◆ Task instructions: The records should be repeated word for word, pictures excluded.

[Recorded data]
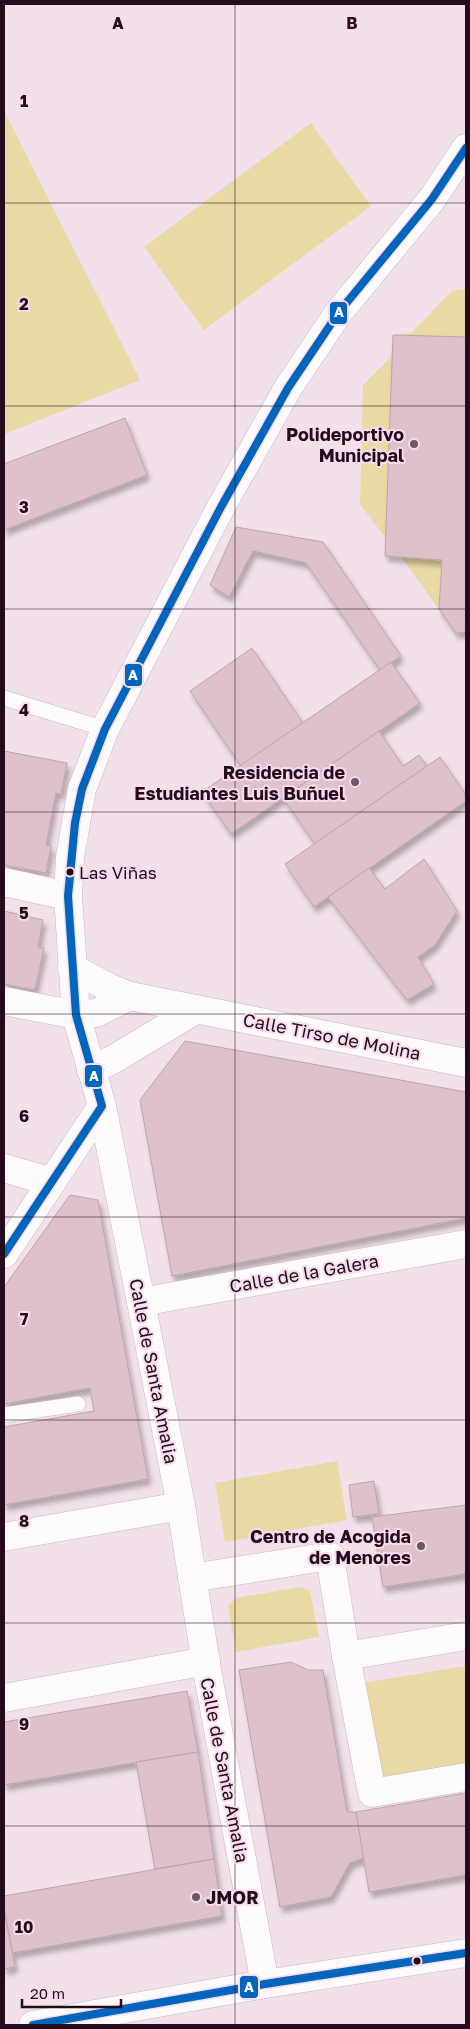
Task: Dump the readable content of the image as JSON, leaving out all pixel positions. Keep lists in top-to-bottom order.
{
  "streets": {
    "street": ["Calle Tirso de Molina", "Calle de la Galera", "Calle de Santa Amalia"]
  },
  "crossings": [
    ["Calle Tirso de Molina", "Calle de Santa Amalia"],
    ["Calle de la Galera", "Calle de Santa Amalia"]
  ],
  "places": [
    "Polideportivo Municipal",
    "Residencia de Estudiantes Luis Buñuel",
    "Las Viñas",
    "Centro de Acogida de Menores",
    "JMOR"
  ],
  "lines": ["transit line A"],
  "scale_bar": "20 m",
  "grid": {
    "columns": ["A", "B"],
    "rows": [
      "1",
      "2",
      "3",
      "4",
      "5",
      "6",
      "7",
      "8",
      "9",
      "10"
    ]
  }
}
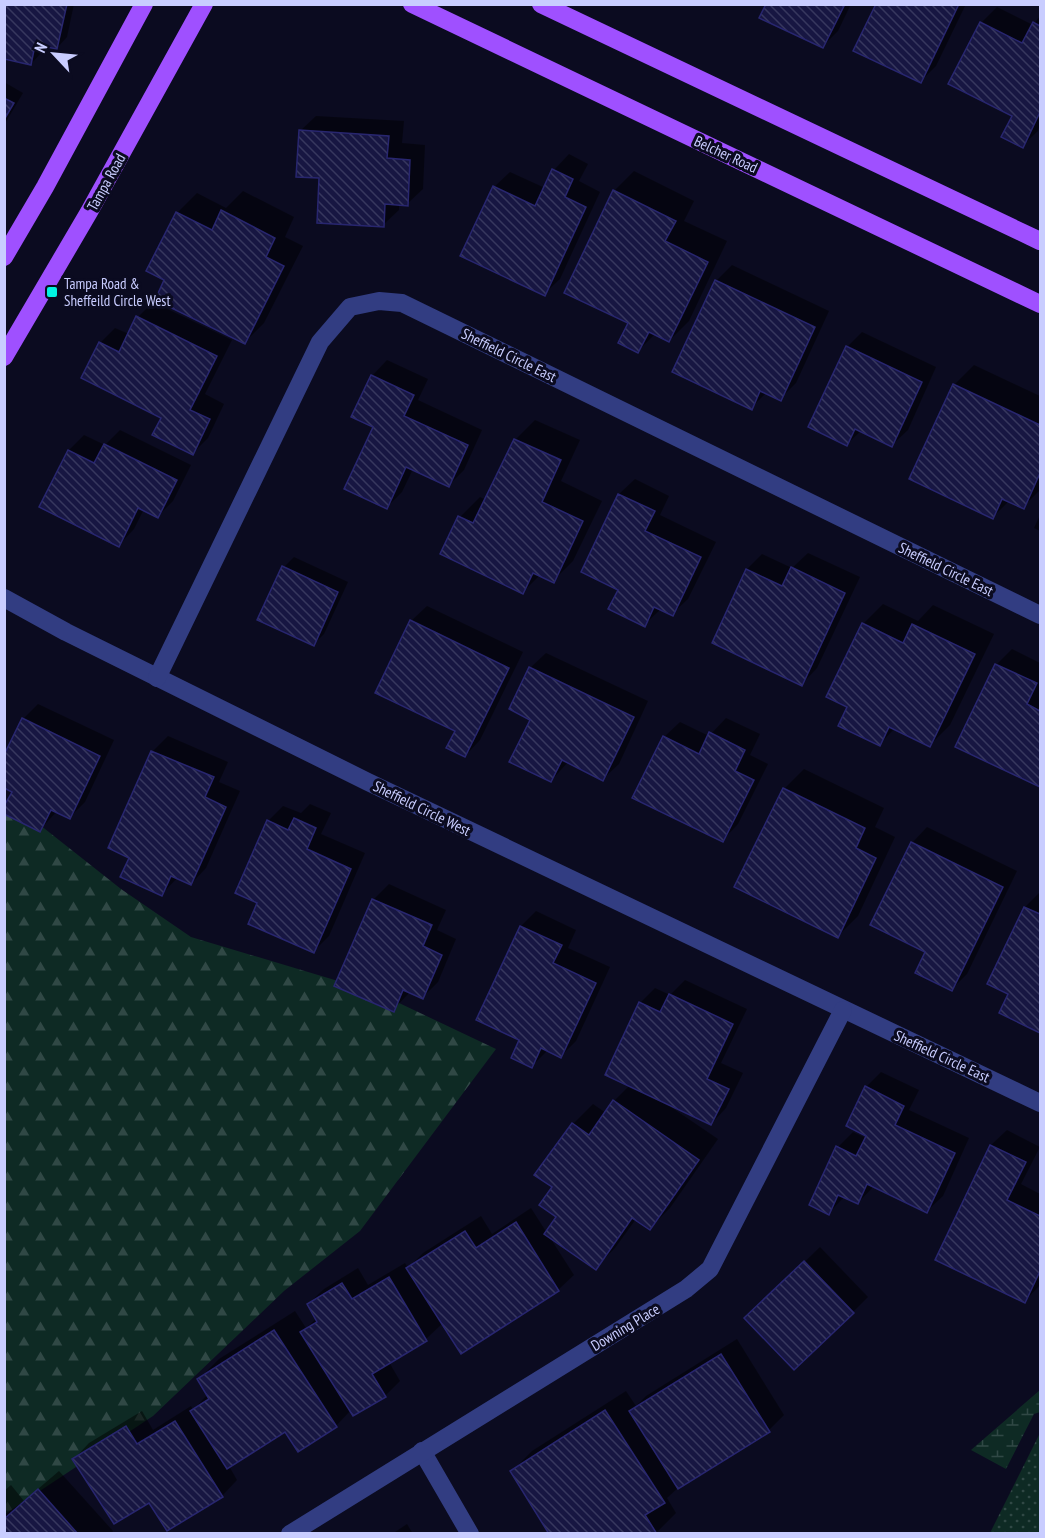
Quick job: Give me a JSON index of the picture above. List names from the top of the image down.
{
  "streets": {
    "main road": ["Belcher Road", "Tampa Road"],
    "street": ["Sheffield Circle East", "Sheffield Circle West", "Downing Place"]
  },
  "crossings": [
    ["Sheffield Circle East", "Sheffield Circle West"],
    ["Sheffield Circle East", "Downing Place"],
    ["Sheffield Circle West", "Downing Place"]
  ],
  "places": {
    "transit": ["Tampa Road & Sheffeild Circle West"]
  },
  "north": "top left"
}
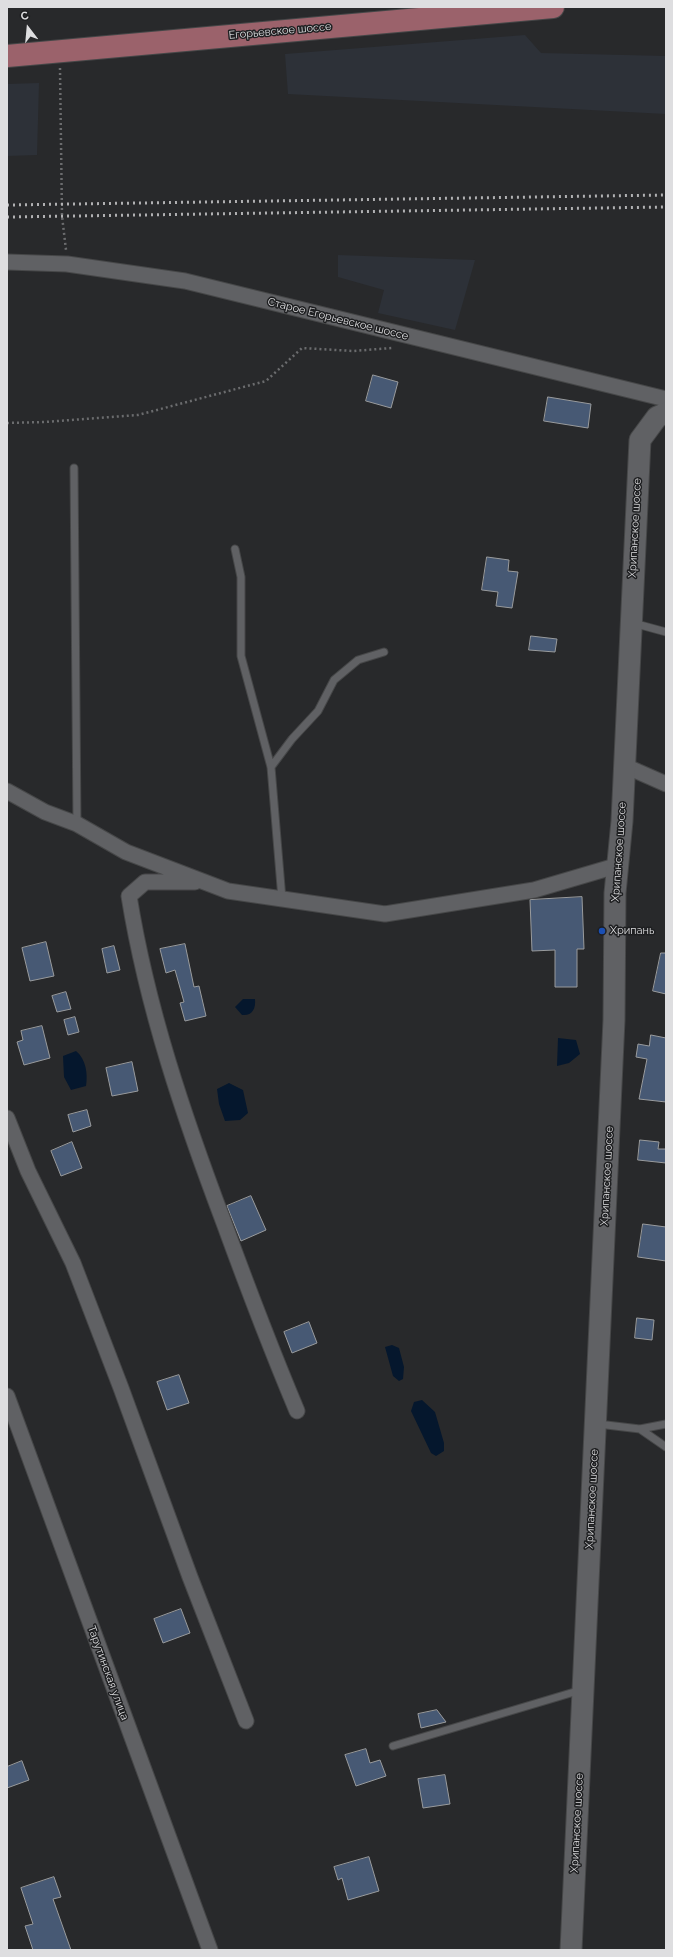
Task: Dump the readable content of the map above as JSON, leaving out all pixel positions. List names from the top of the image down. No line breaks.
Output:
{"streets":{"main road":["Егорьевское шоссе","Хрипанское шоссе"],"street":["Старое Егорьевское шоссе","Тарутинская улица"]},"places":["Хрипань"],"north":"top"}
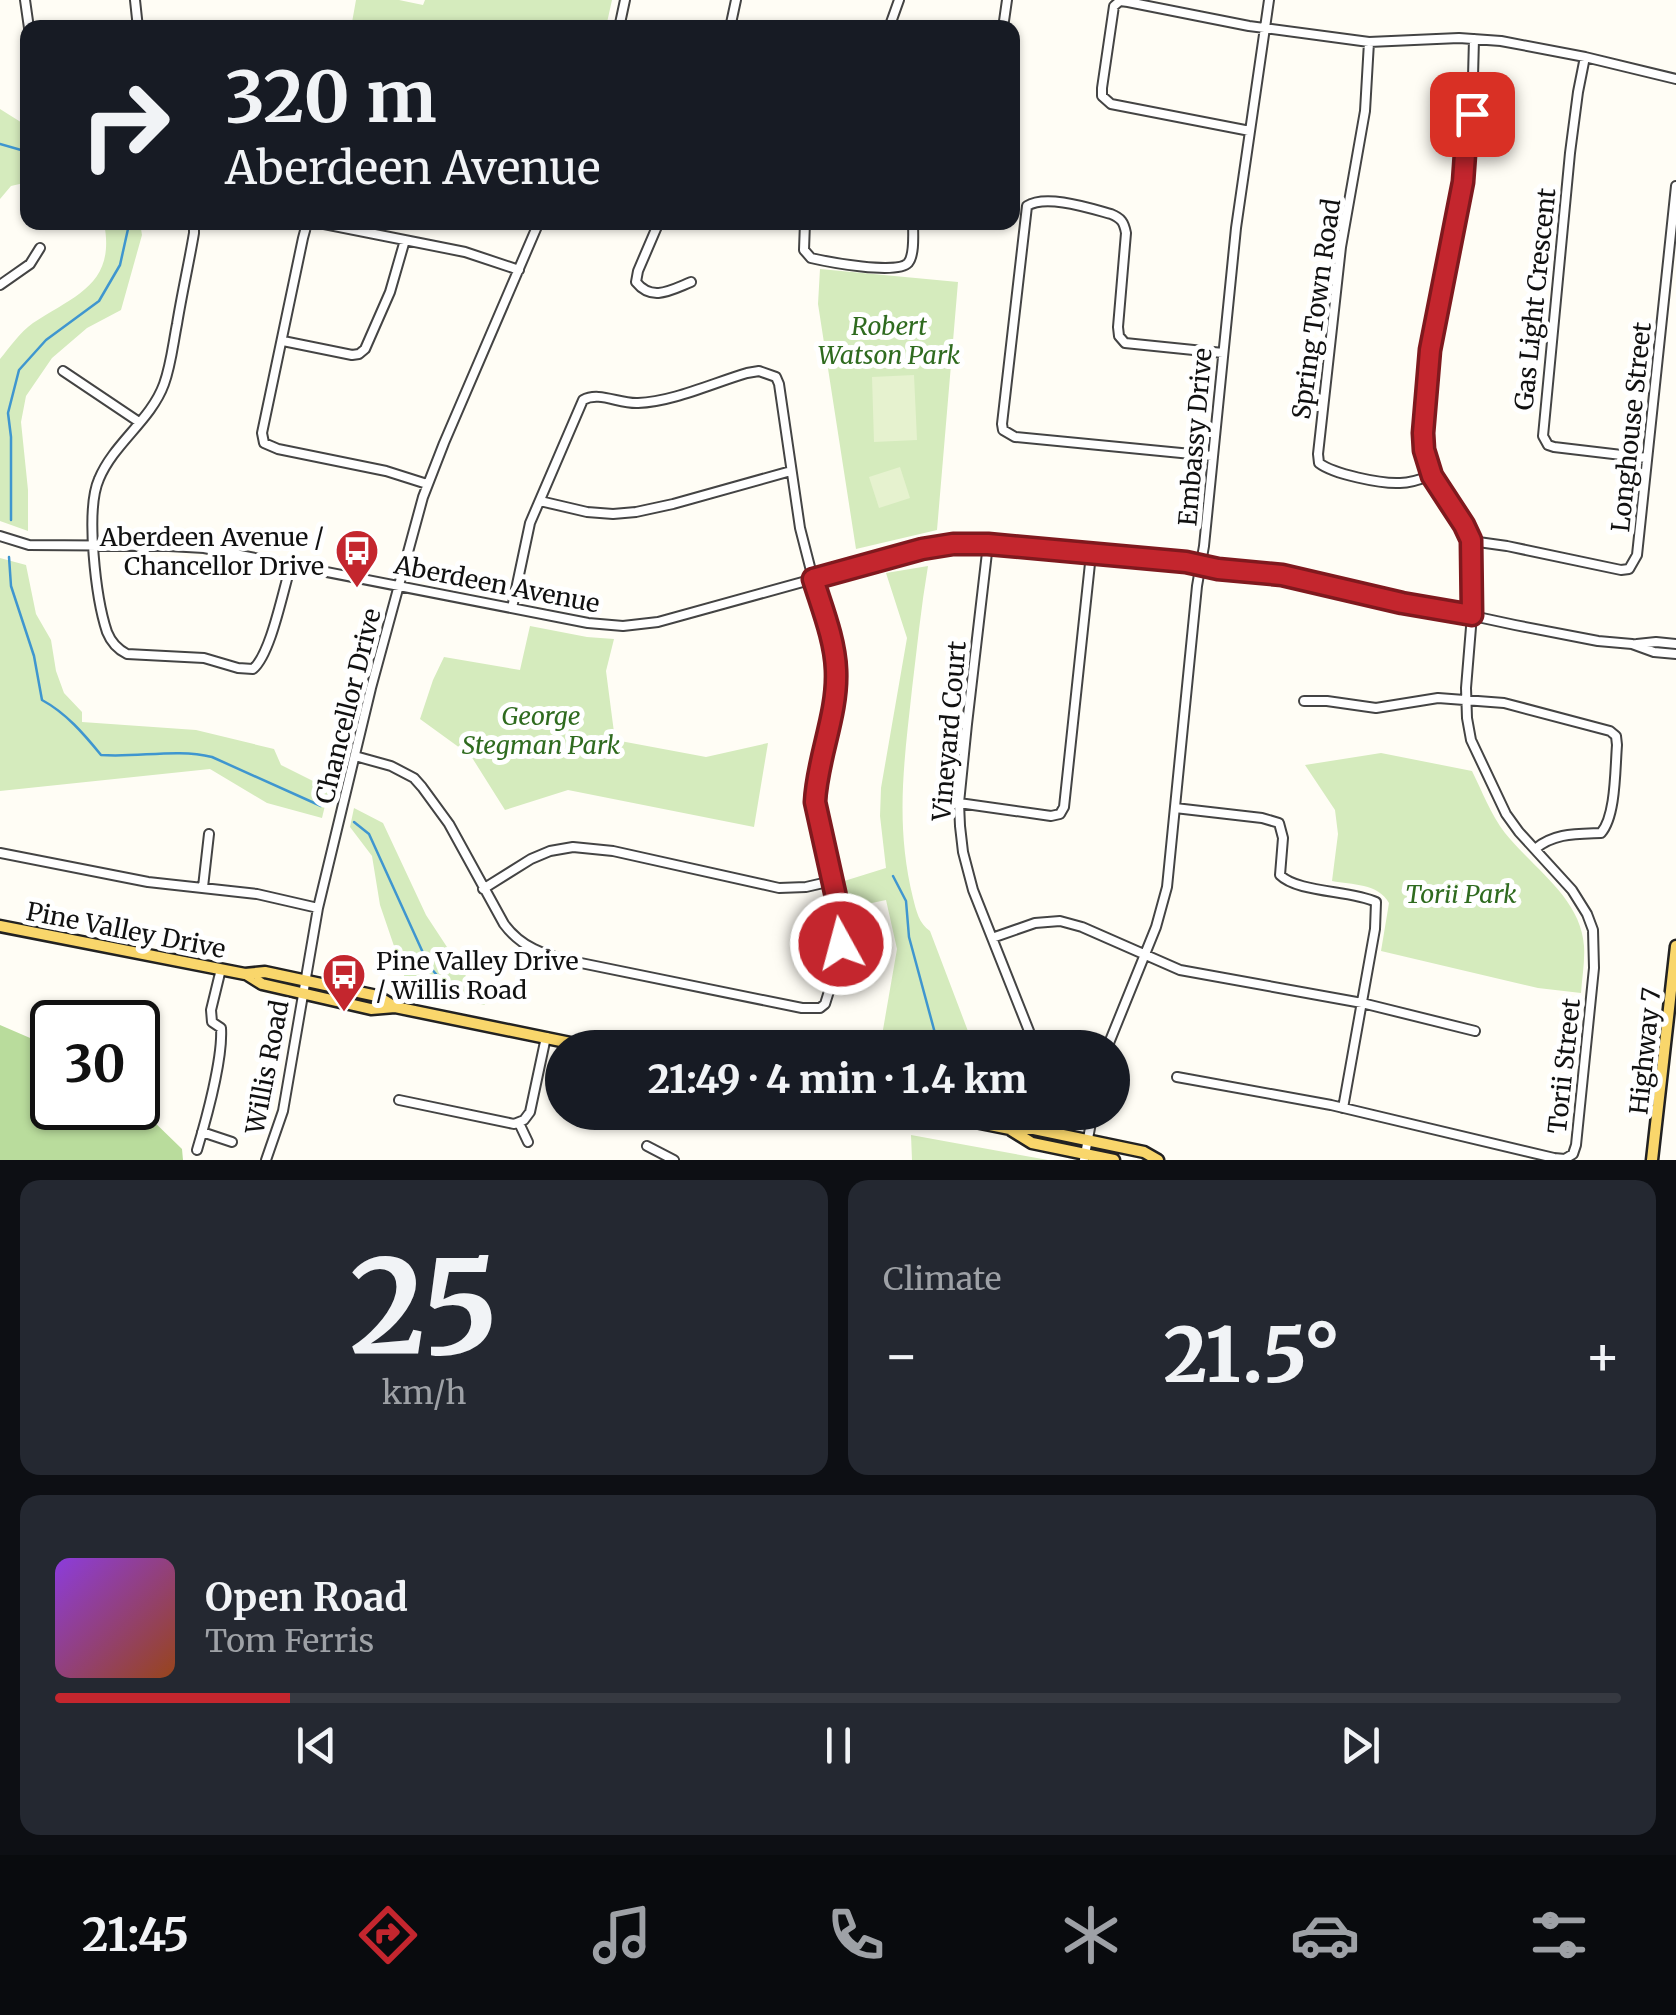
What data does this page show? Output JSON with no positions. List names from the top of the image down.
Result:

◆ Answer box:
Task: Dump the readable content of the image as JSON, leaving out all pixel positions. Keep lists in top-to-bottom order.
{
  "streets": {
    "street": ["Calle Tirso de Molina", "Calle de la Galera", "Calle de Santa Amalia"]
  },
  "crossings": [
    ["Calle Tirso de Molina", "Calle de Santa Amalia"],
    ["Calle de la Galera", "Calle de Santa Amalia"]
  ],
  "places": [
    "Polideportivo Municipal",
    "Residencia de Estudiantes Luis Buñuel",
    "Las Viñas",
    "Centro de Acogida de Menores",
    "JMOR"
  ],
  "lines": ["transit line A"],
  "scale_bar": "20 m",
  "grid": {
    "columns": ["A", "B"],
    "rows": [
      "1",
      "2",
      "3",
      "4",
      "5",
      "6",
      "7",
      "8",
      "9",
      "10"
    ]
  }
}
Quick job: Give me a JSON index of the picture above. List names from the top of the image down.
{
  "streets": {
    "main road": ["Belcher Road", "Tampa Road"],
    "street": ["Sheffield Circle East", "Sheffield Circle West", "Downing Place"]
  },
  "crossings": [
    ["Sheffield Circle East", "Sheffield Circle West"],
    ["Sheffield Circle East", "Downing Place"],
    ["Sheffield Circle West", "Downing Place"]
  ],
  "places": {
    "transit": ["Tampa Road & Sheffeild Circle West"]
  },
  "north": "top left"
}
Task: Dump the readable content of the map above as JSON, leaving out all pixel positions. List names from the top of the image down. No line breaks.
Output:
{"streets":{"main road":["Егорьевское шоссе","Хрипанское шоссе"],"street":["Старое Егорьевское шоссе","Тарутинская улица"]},"places":["Хрипань"],"north":"top"}
What data does this page show? Output JSON with no positions. List names from the top of the image down.
Result:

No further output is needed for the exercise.